▼▼▼

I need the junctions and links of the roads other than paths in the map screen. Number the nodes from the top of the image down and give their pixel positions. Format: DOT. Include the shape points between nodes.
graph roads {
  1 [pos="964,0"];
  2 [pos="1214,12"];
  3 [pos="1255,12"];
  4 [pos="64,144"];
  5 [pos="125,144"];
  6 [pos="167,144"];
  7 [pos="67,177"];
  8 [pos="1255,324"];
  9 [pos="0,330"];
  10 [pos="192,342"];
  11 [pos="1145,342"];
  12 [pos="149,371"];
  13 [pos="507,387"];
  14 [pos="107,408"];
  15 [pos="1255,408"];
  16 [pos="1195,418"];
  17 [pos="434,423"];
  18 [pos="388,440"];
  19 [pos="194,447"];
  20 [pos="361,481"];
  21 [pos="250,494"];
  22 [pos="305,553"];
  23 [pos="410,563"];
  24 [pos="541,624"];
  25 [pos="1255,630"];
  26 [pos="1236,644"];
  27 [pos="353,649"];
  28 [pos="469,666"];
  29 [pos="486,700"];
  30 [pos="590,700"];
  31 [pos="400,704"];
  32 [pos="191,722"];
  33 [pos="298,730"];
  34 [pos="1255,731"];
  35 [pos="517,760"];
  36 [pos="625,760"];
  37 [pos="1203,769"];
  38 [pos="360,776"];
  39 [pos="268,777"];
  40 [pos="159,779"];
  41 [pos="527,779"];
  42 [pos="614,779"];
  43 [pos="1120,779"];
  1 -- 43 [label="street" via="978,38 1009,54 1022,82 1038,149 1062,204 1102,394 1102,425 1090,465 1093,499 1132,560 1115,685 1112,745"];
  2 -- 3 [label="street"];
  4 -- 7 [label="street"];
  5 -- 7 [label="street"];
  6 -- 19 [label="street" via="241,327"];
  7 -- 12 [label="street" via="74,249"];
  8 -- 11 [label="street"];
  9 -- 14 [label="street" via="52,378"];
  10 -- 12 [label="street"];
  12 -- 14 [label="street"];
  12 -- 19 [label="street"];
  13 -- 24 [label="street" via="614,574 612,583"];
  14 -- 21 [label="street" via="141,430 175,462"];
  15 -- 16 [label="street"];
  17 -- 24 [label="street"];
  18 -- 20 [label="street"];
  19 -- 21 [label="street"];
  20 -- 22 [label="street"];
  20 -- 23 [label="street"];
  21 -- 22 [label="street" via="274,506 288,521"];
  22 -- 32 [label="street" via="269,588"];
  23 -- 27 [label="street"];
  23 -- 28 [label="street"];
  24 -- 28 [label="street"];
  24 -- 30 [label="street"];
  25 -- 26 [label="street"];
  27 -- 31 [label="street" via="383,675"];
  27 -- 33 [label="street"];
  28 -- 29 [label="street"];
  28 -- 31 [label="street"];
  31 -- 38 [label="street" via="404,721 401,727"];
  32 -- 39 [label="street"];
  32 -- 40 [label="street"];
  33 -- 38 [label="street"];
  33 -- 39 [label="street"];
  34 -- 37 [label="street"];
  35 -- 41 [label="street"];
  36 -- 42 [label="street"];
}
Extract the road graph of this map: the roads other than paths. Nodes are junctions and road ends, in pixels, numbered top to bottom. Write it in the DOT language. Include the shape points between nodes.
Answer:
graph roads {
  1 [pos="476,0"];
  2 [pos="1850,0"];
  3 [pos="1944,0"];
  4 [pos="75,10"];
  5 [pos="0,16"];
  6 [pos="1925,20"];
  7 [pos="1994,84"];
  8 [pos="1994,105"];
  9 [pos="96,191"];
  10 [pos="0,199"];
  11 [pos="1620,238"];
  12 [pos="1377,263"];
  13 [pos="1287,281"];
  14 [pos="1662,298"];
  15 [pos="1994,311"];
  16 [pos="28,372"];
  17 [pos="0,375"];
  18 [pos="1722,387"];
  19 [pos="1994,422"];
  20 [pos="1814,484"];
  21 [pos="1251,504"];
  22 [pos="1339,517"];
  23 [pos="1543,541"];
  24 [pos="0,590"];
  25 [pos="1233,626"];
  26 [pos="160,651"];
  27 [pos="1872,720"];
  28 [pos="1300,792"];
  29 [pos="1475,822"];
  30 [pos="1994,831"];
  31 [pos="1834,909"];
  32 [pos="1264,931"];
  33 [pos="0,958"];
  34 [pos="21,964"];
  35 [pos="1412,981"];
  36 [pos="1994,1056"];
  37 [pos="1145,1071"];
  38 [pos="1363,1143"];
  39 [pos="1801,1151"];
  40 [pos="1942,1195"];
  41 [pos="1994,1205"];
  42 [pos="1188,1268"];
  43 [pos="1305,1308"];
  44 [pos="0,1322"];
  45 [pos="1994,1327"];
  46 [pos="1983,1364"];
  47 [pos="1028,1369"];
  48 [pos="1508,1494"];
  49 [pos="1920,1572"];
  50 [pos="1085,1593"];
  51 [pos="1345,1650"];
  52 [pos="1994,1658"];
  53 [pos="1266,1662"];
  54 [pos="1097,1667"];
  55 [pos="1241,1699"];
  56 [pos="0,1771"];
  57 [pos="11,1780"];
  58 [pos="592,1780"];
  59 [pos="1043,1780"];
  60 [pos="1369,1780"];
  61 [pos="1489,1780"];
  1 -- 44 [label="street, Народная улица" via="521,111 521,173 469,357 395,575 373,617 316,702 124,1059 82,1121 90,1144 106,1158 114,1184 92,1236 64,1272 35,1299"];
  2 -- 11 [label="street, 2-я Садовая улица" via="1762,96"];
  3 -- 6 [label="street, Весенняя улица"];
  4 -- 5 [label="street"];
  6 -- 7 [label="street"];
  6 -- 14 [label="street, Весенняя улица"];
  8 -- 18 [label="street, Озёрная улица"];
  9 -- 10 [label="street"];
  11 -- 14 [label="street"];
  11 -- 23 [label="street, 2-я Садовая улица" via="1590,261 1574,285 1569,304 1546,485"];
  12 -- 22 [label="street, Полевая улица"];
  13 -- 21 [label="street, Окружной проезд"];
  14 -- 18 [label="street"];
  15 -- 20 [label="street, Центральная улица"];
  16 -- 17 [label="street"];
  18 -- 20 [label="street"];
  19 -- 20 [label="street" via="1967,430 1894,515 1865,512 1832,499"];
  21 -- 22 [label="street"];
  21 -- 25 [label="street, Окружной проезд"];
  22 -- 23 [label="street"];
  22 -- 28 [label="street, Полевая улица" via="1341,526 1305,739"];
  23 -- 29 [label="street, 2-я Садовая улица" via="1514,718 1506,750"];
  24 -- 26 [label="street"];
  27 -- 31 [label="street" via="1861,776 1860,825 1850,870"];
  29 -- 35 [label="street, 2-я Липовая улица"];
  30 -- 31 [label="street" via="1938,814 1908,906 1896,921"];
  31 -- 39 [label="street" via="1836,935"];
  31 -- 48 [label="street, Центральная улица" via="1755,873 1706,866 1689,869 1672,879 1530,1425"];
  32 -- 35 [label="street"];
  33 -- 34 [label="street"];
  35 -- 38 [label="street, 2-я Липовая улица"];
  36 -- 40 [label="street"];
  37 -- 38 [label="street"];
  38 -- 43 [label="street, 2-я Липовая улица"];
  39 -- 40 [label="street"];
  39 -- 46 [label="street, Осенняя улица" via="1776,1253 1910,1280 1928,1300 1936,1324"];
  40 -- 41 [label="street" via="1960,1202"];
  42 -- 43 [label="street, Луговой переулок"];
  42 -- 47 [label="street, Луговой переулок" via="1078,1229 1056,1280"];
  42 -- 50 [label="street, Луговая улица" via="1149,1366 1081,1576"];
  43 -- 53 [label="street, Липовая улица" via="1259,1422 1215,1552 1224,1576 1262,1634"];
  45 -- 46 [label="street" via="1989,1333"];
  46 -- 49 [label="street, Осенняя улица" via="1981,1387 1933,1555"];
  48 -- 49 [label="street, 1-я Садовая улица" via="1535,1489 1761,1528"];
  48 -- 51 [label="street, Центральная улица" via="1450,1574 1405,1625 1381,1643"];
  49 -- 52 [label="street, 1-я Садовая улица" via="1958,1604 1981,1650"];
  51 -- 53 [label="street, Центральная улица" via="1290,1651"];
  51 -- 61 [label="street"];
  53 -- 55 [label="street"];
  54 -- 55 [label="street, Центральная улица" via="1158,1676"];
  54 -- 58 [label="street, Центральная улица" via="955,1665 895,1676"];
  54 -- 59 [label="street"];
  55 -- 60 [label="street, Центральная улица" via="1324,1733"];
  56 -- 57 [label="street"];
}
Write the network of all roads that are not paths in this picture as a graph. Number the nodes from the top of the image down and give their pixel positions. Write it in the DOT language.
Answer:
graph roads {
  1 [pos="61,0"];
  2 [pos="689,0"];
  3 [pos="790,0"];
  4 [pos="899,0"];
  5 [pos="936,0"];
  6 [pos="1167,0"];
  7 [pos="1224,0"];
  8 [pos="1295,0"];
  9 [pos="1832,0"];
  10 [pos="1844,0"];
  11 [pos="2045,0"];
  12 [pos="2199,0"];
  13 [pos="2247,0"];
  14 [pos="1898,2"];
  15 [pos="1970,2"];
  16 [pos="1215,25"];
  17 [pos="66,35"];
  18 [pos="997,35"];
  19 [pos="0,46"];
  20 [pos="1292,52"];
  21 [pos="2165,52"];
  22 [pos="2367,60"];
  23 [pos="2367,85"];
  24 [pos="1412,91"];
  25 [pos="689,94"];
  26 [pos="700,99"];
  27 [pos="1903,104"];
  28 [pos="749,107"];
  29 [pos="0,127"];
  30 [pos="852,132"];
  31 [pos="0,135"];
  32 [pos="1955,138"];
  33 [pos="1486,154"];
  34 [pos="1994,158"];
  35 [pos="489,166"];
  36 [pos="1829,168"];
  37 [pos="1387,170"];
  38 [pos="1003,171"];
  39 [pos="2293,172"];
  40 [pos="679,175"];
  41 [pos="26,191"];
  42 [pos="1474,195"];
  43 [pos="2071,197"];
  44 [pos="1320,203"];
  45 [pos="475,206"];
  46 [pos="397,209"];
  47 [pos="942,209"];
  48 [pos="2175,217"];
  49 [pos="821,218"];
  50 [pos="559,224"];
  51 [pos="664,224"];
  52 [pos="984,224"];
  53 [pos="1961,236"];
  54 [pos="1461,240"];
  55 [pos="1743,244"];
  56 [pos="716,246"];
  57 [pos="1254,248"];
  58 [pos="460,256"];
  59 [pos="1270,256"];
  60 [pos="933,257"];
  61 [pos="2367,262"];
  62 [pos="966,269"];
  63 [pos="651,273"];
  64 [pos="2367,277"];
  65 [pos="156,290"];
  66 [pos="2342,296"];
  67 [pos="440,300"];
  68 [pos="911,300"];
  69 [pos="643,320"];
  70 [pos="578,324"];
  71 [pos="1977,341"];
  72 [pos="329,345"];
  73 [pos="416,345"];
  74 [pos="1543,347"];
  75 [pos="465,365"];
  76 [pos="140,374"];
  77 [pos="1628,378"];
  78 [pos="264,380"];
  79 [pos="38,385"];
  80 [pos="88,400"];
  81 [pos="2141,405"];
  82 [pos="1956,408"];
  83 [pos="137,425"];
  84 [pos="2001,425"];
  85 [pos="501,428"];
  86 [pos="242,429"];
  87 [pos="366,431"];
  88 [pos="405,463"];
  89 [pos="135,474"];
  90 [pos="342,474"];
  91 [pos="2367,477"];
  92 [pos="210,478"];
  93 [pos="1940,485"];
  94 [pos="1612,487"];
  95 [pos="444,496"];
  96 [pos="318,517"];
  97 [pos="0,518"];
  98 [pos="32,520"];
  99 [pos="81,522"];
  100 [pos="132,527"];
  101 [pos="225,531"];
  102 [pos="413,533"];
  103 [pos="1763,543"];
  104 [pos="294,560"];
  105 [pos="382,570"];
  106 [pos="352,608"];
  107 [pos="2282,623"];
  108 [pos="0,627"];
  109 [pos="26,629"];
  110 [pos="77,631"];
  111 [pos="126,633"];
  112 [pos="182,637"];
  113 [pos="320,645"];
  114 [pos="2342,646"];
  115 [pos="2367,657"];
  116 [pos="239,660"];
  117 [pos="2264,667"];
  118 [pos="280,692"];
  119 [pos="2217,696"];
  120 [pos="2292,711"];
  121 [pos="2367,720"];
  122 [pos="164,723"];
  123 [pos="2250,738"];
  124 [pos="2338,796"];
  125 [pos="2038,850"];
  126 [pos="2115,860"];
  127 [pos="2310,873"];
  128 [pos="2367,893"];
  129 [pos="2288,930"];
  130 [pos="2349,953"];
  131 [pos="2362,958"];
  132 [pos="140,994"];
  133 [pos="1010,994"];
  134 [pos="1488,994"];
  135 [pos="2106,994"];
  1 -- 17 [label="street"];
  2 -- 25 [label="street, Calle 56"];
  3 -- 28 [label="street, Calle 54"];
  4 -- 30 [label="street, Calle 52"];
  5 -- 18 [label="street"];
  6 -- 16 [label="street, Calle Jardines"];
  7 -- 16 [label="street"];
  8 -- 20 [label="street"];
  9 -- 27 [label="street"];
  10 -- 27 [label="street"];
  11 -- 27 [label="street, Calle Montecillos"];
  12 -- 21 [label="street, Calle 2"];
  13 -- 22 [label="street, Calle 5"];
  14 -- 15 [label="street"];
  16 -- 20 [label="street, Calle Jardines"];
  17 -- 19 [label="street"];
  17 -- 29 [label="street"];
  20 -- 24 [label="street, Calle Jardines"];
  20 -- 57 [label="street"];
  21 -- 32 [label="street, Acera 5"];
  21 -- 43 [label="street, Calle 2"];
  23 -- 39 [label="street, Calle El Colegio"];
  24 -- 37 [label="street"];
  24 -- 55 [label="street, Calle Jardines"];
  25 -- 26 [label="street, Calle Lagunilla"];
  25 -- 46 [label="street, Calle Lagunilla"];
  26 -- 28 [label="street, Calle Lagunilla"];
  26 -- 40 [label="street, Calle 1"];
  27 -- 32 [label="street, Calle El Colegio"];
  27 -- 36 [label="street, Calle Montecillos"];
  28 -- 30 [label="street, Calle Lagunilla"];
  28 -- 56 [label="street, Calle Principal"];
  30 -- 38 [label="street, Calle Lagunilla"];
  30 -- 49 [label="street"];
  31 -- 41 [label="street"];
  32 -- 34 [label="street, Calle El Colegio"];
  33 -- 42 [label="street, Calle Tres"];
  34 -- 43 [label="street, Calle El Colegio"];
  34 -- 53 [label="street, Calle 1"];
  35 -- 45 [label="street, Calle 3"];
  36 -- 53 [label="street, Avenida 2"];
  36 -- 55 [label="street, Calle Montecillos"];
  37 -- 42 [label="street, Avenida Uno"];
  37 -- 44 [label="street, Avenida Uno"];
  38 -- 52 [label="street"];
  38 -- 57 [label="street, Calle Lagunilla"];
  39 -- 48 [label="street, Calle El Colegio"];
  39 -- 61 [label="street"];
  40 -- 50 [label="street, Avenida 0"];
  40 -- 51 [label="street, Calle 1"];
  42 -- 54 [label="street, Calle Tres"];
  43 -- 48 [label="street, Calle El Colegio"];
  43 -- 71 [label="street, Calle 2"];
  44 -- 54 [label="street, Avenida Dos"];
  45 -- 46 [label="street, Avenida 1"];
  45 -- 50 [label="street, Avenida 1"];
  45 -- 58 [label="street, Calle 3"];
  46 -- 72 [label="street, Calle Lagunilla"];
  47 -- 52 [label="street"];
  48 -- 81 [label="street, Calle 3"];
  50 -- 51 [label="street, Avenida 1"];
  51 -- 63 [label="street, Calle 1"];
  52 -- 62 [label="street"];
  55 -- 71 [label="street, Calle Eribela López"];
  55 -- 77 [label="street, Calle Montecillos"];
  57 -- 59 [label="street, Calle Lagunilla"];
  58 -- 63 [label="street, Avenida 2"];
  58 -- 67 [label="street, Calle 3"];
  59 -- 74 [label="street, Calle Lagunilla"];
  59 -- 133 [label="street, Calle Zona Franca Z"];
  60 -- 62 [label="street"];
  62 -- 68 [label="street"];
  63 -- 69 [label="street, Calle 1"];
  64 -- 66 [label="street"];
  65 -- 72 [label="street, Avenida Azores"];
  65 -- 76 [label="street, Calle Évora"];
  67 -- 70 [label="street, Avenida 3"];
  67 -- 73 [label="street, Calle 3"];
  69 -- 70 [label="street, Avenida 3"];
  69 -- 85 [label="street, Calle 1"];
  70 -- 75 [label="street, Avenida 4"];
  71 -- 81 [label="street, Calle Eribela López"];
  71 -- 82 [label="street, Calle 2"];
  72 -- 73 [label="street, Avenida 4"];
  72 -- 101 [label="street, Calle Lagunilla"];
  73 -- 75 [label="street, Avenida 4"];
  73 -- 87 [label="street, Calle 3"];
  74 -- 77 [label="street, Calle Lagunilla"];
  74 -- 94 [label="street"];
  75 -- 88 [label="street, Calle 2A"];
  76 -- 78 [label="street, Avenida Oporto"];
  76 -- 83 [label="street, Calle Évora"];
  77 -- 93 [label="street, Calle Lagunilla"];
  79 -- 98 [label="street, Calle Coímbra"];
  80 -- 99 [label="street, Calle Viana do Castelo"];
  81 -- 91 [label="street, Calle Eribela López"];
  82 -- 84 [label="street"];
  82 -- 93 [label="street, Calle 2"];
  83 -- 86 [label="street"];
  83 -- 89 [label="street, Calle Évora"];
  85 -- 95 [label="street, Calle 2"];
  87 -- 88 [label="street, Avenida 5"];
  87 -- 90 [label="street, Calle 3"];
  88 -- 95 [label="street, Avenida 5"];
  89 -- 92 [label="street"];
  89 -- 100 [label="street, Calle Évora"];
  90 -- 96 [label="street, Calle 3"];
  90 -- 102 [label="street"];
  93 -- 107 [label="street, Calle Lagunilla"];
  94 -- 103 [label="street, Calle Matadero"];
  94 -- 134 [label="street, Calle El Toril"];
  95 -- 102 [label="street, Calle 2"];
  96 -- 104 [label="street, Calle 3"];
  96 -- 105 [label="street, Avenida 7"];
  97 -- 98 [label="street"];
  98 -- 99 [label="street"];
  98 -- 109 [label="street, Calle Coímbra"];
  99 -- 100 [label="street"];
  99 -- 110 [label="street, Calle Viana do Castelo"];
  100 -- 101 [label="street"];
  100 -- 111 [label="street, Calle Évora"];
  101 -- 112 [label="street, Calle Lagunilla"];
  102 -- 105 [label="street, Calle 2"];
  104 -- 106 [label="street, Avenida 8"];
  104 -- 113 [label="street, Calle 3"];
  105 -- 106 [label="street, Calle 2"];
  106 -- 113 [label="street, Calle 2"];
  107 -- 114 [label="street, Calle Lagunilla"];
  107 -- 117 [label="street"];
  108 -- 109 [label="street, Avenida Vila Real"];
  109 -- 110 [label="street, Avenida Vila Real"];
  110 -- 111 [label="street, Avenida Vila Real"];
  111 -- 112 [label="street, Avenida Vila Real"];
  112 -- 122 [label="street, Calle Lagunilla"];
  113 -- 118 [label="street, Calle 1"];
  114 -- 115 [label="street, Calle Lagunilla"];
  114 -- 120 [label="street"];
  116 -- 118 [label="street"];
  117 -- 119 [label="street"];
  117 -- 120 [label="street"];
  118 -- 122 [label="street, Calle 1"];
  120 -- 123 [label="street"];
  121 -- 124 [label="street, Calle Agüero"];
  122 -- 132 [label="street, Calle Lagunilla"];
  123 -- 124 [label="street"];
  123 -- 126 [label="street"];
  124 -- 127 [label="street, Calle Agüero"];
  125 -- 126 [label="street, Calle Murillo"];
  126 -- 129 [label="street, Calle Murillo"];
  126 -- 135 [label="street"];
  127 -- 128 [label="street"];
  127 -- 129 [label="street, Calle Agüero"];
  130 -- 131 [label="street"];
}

▲▲▲

→ Exercise instructions:
Show the lines from the data above that contain the string "Agüero".

→ Response area:
  121 -- 124 [label="street, Calle Agüero"];
  124 -- 127 [label="street, Calle Agüero"];
  127 -- 129 [label="street, Calle Agüero"];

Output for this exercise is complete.